If you use them, too, I wrote a bit of Vim script to make looking things up about 0.5 seconds faster each time. Imagine, _all that productivity!_ Just position your cursor on the word you want to look up, leader-d, and the script will try to search the right docset in Dash based on the filetype you’re editing. E.g. for JavaScript files, I have it configured to launch js:term in Dash, which searches both the jQuery and JavaScript docs for that term. (Source: a great tip from [Kapeli](https://twitter.com/kapeli/statuses/239927573096837123) himself. Herself? Itself?)

I’d love to hear suggestions on how to generalise this, without manually adding docsets each time. I tried passing in the filetype to Dash as the search term, but got tripped up by some asset files in Rails that Vim thought were ERB…

Ants invented TCP/IP

Stanford Engineering:

A forager won’t return to the nest until it finds food. If seeds are plentiful, foragers return faster, and more ants leave the nest to forage. If, however, ants begin returning empty handed, the search is slowed, and perhaps called off.

They’re stronger than us, more plentiful, and now we find out they invented the Internet. I’d start making offerings to our future ant overlords, but they already eat half the cat food in my kitchen now so what’s the point.

Failing Coursera

Tim Owens, on “failing” Coursera courses:

For much of the course I felt like a bystander. Here I was watching a set of videos chosen by my professor. I may or may not have a quiz at the end of the week to gauge my learning. The videos were interesting, but I left feeling like I hadn’t participated. […] I can’t tell you the name of a single other person that was in this course and it started with over 40,000. I think that’s a shame and something they could improve on.

I’ve yet to pass a single Coursera course myself–I’ve “failed” Algorithms and HCI so far.
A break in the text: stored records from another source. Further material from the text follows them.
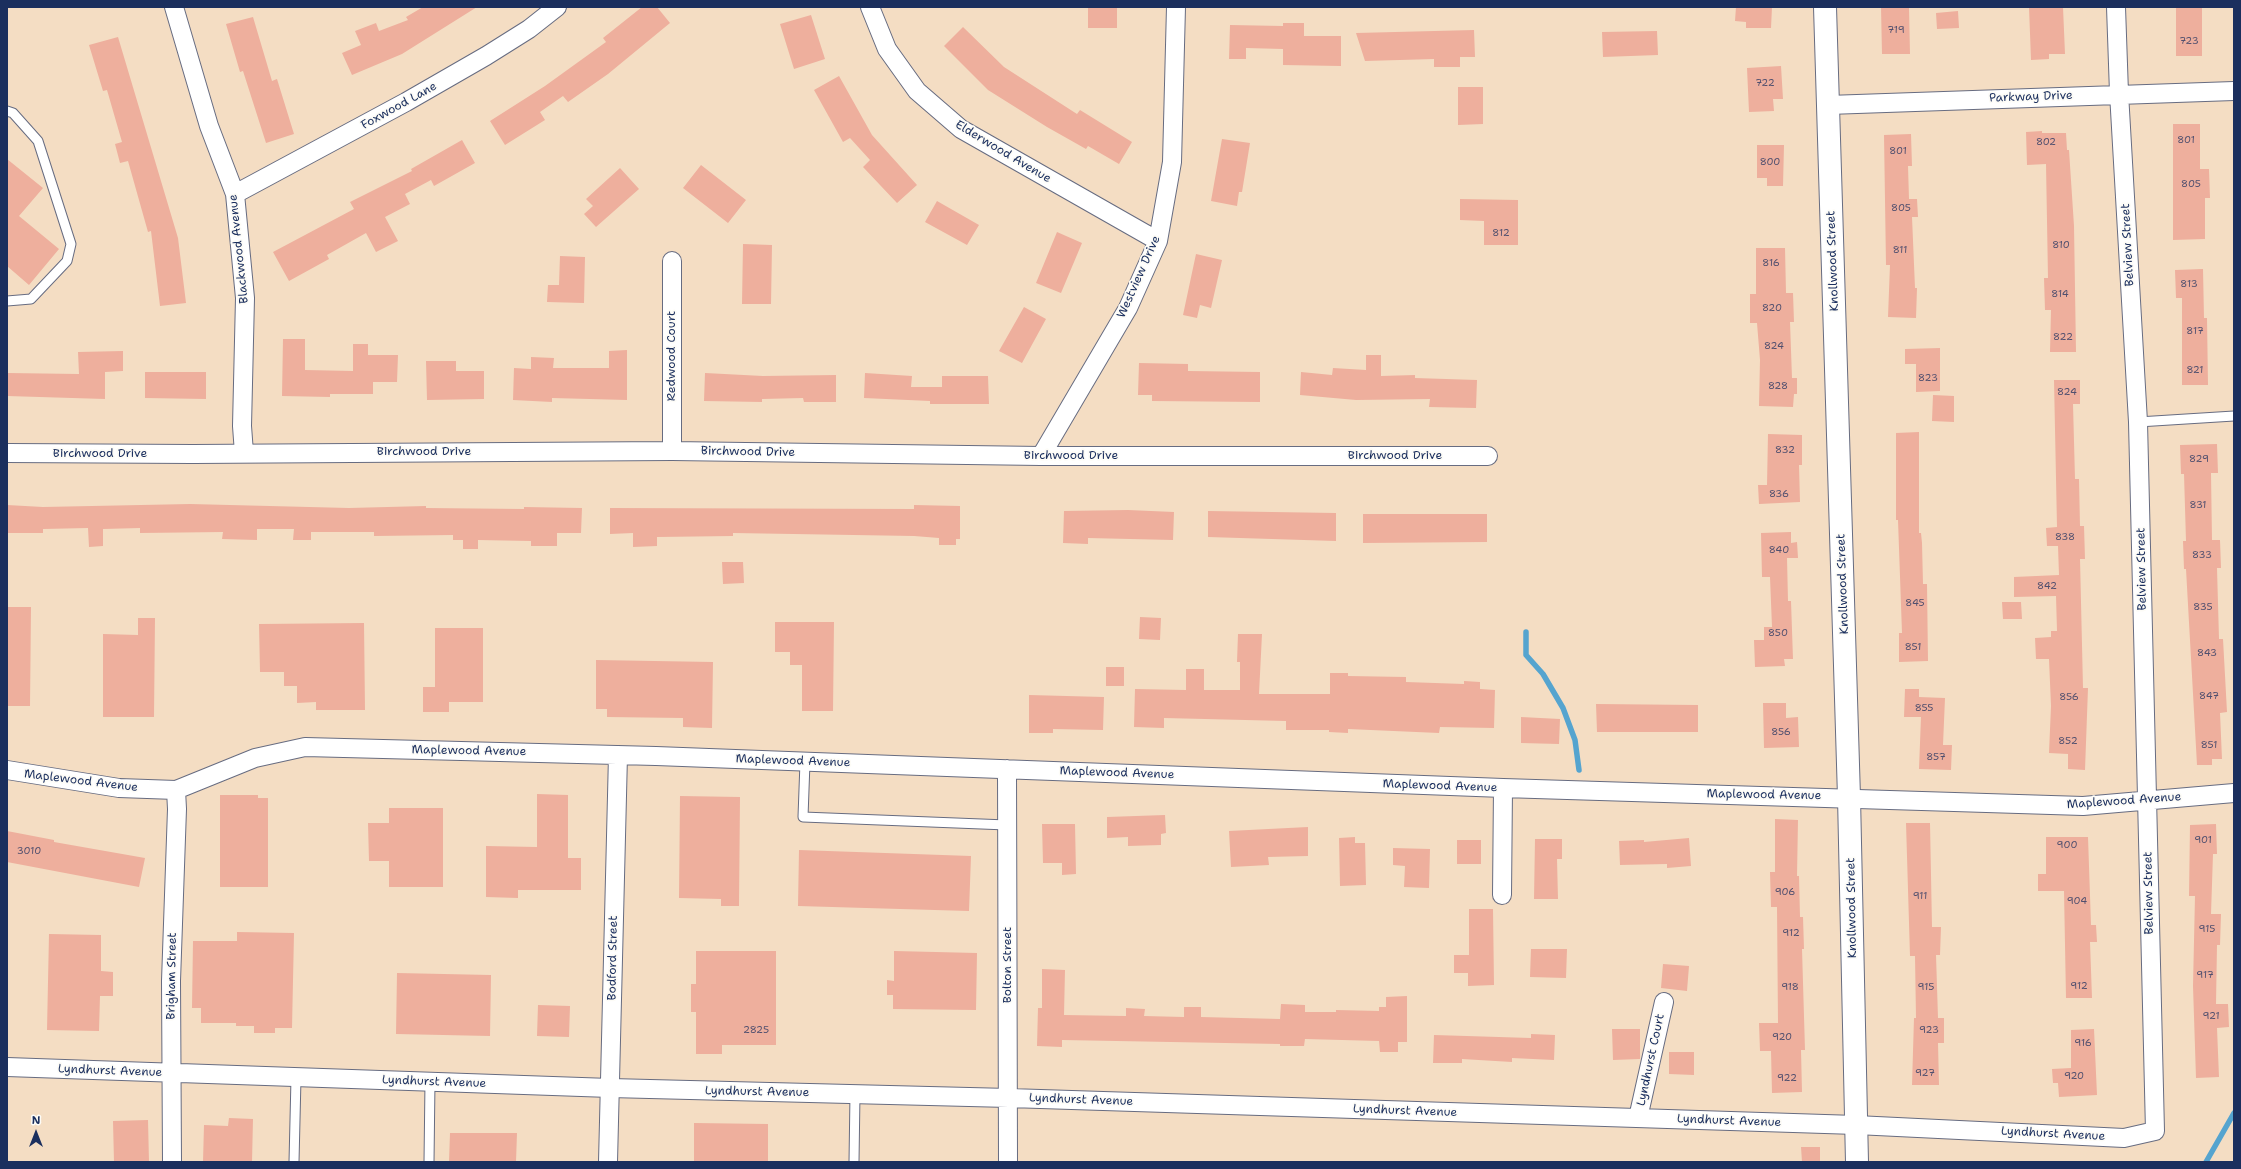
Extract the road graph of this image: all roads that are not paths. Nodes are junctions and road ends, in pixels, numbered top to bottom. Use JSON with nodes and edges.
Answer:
{"nodes":[{"id":1,"x":174,"y":7,"type":"edge"},
{"id":2,"x":557,"y":7,"type":"edge"},
{"id":3,"x":870,"y":7,"type":"edge"},
{"id":4,"x":1176,"y":7,"type":"edge"},
{"id":5,"x":1825,"y":7,"type":"edge"},
{"id":6,"x":2116,"y":7,"type":"edge"},
{"id":7,"x":2234,"y":91,"type":"edge"},
{"id":8,"x":2119,"y":93,"type":"junction"},
{"id":9,"x":1828,"y":105,"type":"junction"},
{"id":10,"x":7,"y":110,"type":"edge"},
{"id":11,"x":235,"y":194,"type":"junction"},
{"id":12,"x":1158,"y":241,"type":"junction"},
{"id":13,"x":672,"y":261,"type":"dead end"},
{"id":14,"x":7,"y":301,"type":"edge"},
{"id":15,"x":2234,"y":416,"type":"edge"},
{"id":16,"x":2138,"y":422,"type":"junction"},
{"id":17,"x":672,"y":451,"type":"junction"},
{"id":18,"x":244,"y":453,"type":"junction"},
{"id":19,"x":7,"y":454,"type":"edge"},
{"id":20,"x":1041,"y":456,"type":"junction"},
{"id":21,"x":1488,"y":456,"type":"dead end"},
{"id":22,"x":618,"y":755,"type":"junction"},
{"id":23,"x":805,"y":762,"type":"junction"},
{"id":24,"x":1007,"y":769,"type":"junction"},
{"id":25,"x":7,"y":770,"type":"edge"},
{"id":26,"x":1504,"y":788,"type":"junction"},
{"id":27,"x":176,"y":790,"type":"junction"},
{"id":28,"x":2234,"y":793,"type":"edge"},
{"id":29,"x":1849,"y":797,"type":"junction"},
{"id":30,"x":2147,"y":801,"type":"junction"},
{"id":31,"x":1007,"y":825,"type":"junction"},
{"id":32,"x":1502,"y":895,"type":"dead end"},
{"id":33,"x":1664,"y":1002,"type":"dead end"},
{"id":34,"x":7,"y":1067,"type":"edge"},
{"id":35,"x":171,"y":1073,"type":"junction"},
{"id":36,"x":296,"y":1078,"type":"junction"},
{"id":37,"x":430,"y":1082,"type":"junction"},
{"id":38,"x":610,"y":1088,"type":"junction"},
{"id":39,"x":855,"y":1094,"type":"junction"},
{"id":40,"x":1009,"y":1098,"type":"junction"},
{"id":41,"x":1638,"y":1118,"type":"junction"},
{"id":42,"x":1856,"y":1125,"type":"junction"},
{"id":43,"x":2155,"y":1131,"type":"joint"},
{"id":44,"x":172,"y":1162,"type":"edge"},
{"id":45,"x":294,"y":1162,"type":"edge"},
{"id":46,"x":429,"y":1162,"type":"edge"},
{"id":47,"x":608,"y":1162,"type":"edge"},
{"id":48,"x":854,"y":1162,"type":"edge"},
{"id":49,"x":1008,"y":1162,"type":"edge"},
{"id":50,"x":1857,"y":1162,"type":"edge"}],
"edges":[{"from":1,"to":11,"type":"street","name":"Blackwood Avenue"},
{"from":2,"to":11,"type":"street","name":"Foxwood Lane"},
{"from":3,"to":12,"type":"street","name":"Elderwood Avenue"},
{"from":4,"to":12,"type":"street","name":"Westview Drive"},
{"from":5,"to":9,"type":"main road","name":"Knollwood Street"},
{"from":6,"to":8,"type":"street","name":"Belview Street"},
{"from":7,"to":8,"type":"street","name":"Parkway Drive"},
{"from":8,"to":9,"type":"street","name":"Parkway Drive"},
{"from":8,"to":16,"type":"street","name":"Belview Street"},
{"from":9,"to":29,"type":"main road","name":"Knollwood Street"},
{"from":10,"to":14,"type":"lane"},
{"from":11,"to":18,"type":"street","name":"Blackwood Avenue"},
{"from":12,"to":20,"type":"street","name":"Westview Drive"},
{"from":13,"to":17,"type":"street","name":"Redwood Court"},
{"from":15,"to":16,"type":"lane"},
{"from":16,"to":30,"type":"street","name":"Belview Street"},
{"from":17,"to":18,"type":"street","name":"Birchwood Drive"},
{"from":17,"to":20,"type":"street","name":"Birchwood Drive"},
{"from":18,"to":19,"type":"street","name":"Birchwood Drive"},
{"from":20,"to":21,"type":"street","name":"Birchwood Drive"},
{"from":22,"to":23,"type":"street","name":"Maplewood Avenue"},
{"from":22,"to":27,"type":"street","name":"Maplewood Avenue"},
{"from":22,"to":38,"type":"street","name":"Bodford Street"},
{"from":23,"to":24,"type":"street","name":"Maplewood Avenue"},
{"from":23,"to":31,"type":"lane"},
{"from":24,"to":26,"type":"street","name":"Maplewood Avenue"},
{"from":24,"to":31,"type":"street","name":"Bolton Street"},
{"from":25,"to":27,"type":"street","name":"Maplewood Avenue"},
{"from":26,"to":29,"type":"street","name":"Maplewood Avenue"},
{"from":26,"to":32,"type":"street"},
{"from":27,"to":35,"type":"street","name":"Brigham Street"},
{"from":28,"to":30,"type":"street","name":"Maplewood Avenue"},
{"from":29,"to":30,"type":"street","name":"Maplewood Avenue"},
{"from":29,"to":42,"type":"main road","name":"Knollwood Street"},
{"from":30,"to":43,"type":"street","name":"Belview Street"},
{"from":31,"to":40,"type":"street","name":"Bolton Street"},
{"from":33,"to":41,"type":"street","name":"Lyndhurst Court"},
{"from":34,"to":35,"type":"street","name":"Lyndhurst Avenue"},
{"from":35,"to":36,"type":"street","name":"Lyndhurst Avenue"},
{"from":35,"to":44,"type":"street","name":"Brigham Street"},
{"from":36,"to":37,"type":"street","name":"Lyndhurst Avenue"},
{"from":36,"to":45,"type":"lane"},
{"from":37,"to":38,"type":"street","name":"Lyndhurst Avenue"},
{"from":37,"to":46,"type":"lane"},
{"from":38,"to":39,"type":"street","name":"Lyndhurst Avenue"},
{"from":38,"to":47,"type":"street","name":"Bodford Street"},
{"from":39,"to":40,"type":"street","name":"Lyndhurst Avenue"},
{"from":39,"to":48,"type":"lane"},
{"from":40,"to":41,"type":"street","name":"Lyndhurst Avenue"},
{"from":40,"to":49,"type":"street","name":"Bolton Street"},
{"from":41,"to":42,"type":"street","name":"Lyndhurst Avenue"},
{"from":42,"to":43,"type":"street","name":"Lyndhurst Avenue"},
{"from":42,"to":50,"type":"main road","name":"Knollwood Street"}]}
However, I do feel like I’ve really learned something from the parts of the courses I’ve taken, and I appreciate how Coursera and other [MOOCs](http://en.wikipedia.org/wiki/Massive_open_online_course) (what a great name) have encouraged all these subject matter experts to curate and present all this useful information in brief, easily digestible chunks for teachers and students.